Assignment - Return every entry below without altering a word.

== == ==

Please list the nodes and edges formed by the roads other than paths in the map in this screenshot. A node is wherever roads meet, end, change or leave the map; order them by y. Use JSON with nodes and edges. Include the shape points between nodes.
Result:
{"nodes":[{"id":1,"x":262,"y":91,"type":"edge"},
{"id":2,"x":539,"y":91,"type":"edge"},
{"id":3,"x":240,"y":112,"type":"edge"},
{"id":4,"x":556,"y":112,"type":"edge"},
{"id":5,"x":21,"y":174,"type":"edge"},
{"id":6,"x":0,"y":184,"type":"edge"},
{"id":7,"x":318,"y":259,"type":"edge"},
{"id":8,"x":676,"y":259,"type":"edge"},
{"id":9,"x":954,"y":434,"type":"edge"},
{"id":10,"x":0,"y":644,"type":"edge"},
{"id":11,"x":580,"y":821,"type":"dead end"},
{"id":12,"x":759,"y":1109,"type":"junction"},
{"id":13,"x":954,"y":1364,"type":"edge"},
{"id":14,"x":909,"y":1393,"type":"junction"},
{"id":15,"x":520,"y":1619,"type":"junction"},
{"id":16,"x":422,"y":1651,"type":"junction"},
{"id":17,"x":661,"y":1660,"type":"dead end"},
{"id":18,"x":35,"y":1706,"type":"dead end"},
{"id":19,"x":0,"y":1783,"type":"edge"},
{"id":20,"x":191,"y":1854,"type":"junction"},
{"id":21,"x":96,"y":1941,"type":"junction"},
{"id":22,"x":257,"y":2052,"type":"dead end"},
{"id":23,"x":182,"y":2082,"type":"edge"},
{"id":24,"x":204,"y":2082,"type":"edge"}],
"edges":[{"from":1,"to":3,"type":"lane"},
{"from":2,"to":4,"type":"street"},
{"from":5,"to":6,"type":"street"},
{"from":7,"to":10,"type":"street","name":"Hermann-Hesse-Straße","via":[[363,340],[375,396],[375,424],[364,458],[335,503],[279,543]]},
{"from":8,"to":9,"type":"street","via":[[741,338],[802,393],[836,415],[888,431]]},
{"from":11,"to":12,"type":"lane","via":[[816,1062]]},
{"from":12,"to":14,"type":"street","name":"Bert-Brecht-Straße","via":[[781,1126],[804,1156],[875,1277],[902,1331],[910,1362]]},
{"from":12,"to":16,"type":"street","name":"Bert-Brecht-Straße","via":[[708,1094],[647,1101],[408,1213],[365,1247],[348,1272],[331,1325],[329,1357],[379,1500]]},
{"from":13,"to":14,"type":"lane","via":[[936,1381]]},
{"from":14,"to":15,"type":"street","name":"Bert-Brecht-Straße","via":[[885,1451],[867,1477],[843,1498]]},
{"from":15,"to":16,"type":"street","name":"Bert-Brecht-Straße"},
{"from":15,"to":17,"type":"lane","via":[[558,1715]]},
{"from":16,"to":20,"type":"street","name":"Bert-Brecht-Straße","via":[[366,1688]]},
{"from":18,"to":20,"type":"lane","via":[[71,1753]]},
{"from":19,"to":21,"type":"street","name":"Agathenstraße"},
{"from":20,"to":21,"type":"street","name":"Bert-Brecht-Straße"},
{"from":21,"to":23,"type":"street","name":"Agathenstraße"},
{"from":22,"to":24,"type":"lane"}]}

== == ==

Answer box -
Please list the nodes and edges formed by the roads other than paths in the map in this screenshot. A node is wherever roads meet, end, change or leave the map; order them by y. Use JSON with nodes and edges. Include the shape points between nodes.
Result:
{"nodes":[{"id":1,"x":262,"y":91,"type":"edge"},
{"id":2,"x":539,"y":91,"type":"edge"},
{"id":3,"x":240,"y":112,"type":"edge"},
{"id":4,"x":556,"y":112,"type":"edge"},
{"id":5,"x":21,"y":174,"type":"edge"},
{"id":6,"x":0,"y":184,"type":"edge"},
{"id":7,"x":318,"y":259,"type":"edge"},
{"id":8,"x":676,"y":259,"type":"edge"},
{"id":9,"x":954,"y":434,"type":"edge"},
{"id":10,"x":0,"y":644,"type":"edge"},
{"id":11,"x":580,"y":821,"type":"dead end"},
{"id":12,"x":759,"y":1109,"type":"junction"},
{"id":13,"x":954,"y":1364,"type":"edge"},
{"id":14,"x":909,"y":1393,"type":"junction"},
{"id":15,"x":520,"y":1619,"type":"junction"},
{"id":16,"x":422,"y":1651,"type":"junction"},
{"id":17,"x":661,"y":1660,"type":"dead end"},
{"id":18,"x":35,"y":1706,"type":"dead end"},
{"id":19,"x":0,"y":1783,"type":"edge"},
{"id":20,"x":191,"y":1854,"type":"junction"},
{"id":21,"x":96,"y":1941,"type":"junction"},
{"id":22,"x":257,"y":2052,"type":"dead end"},
{"id":23,"x":182,"y":2082,"type":"edge"},
{"id":24,"x":204,"y":2082,"type":"edge"}],
"edges":[{"from":1,"to":3,"type":"lane"},
{"from":2,"to":4,"type":"street"},
{"from":5,"to":6,"type":"street"},
{"from":7,"to":10,"type":"street","name":"Hermann-Hesse-Straße","via":[[363,340],[375,396],[375,424],[364,458],[335,503],[279,543]]},
{"from":8,"to":9,"type":"street","via":[[741,338],[802,393],[836,415],[888,431]]},
{"from":11,"to":12,"type":"lane","via":[[816,1062]]},
{"from":12,"to":14,"type":"street","name":"Bert-Brecht-Straße","via":[[781,1126],[804,1156],[875,1277],[902,1331],[910,1362]]},
{"from":12,"to":16,"type":"street","name":"Bert-Brecht-Straße","via":[[708,1094],[647,1101],[408,1213],[365,1247],[348,1272],[331,1325],[329,1357],[379,1500]]},
{"from":13,"to":14,"type":"lane","via":[[936,1381]]},
{"from":14,"to":15,"type":"street","name":"Bert-Brecht-Straße","via":[[885,1451],[867,1477],[843,1498]]},
{"from":15,"to":16,"type":"street","name":"Bert-Brecht-Straße"},
{"from":15,"to":17,"type":"lane","via":[[558,1715]]},
{"from":16,"to":20,"type":"street","name":"Bert-Brecht-Straße","via":[[366,1688]]},
{"from":18,"to":20,"type":"lane","via":[[71,1753]]},
{"from":19,"to":21,"type":"street","name":"Agathenstraße"},
{"from":20,"to":21,"type":"street","name":"Bert-Brecht-Straße"},
{"from":21,"to":23,"type":"street","name":"Agathenstraße"},
{"from":22,"to":24,"type":"lane"}]}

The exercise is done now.